* **Exercise prompt**: Print every line of the material below exactly as it stands, but omit the pictures.

* **Data below**:
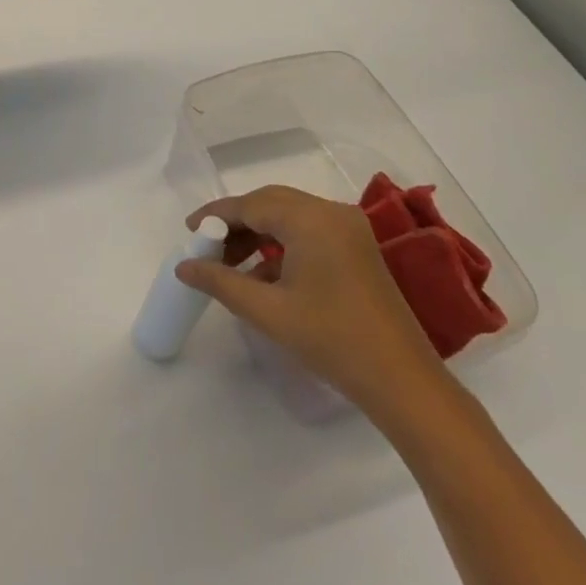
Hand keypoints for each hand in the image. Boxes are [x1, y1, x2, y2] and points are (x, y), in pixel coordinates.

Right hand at [176, 186, 452, 432]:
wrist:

* **Solution below**:
Hand keypoints for each hand in the image. Boxes are [x1, y1, x2, y2] and points are (x, y), in pixel coordinates.

Right hand at [176, 186, 452, 432]:
wrist:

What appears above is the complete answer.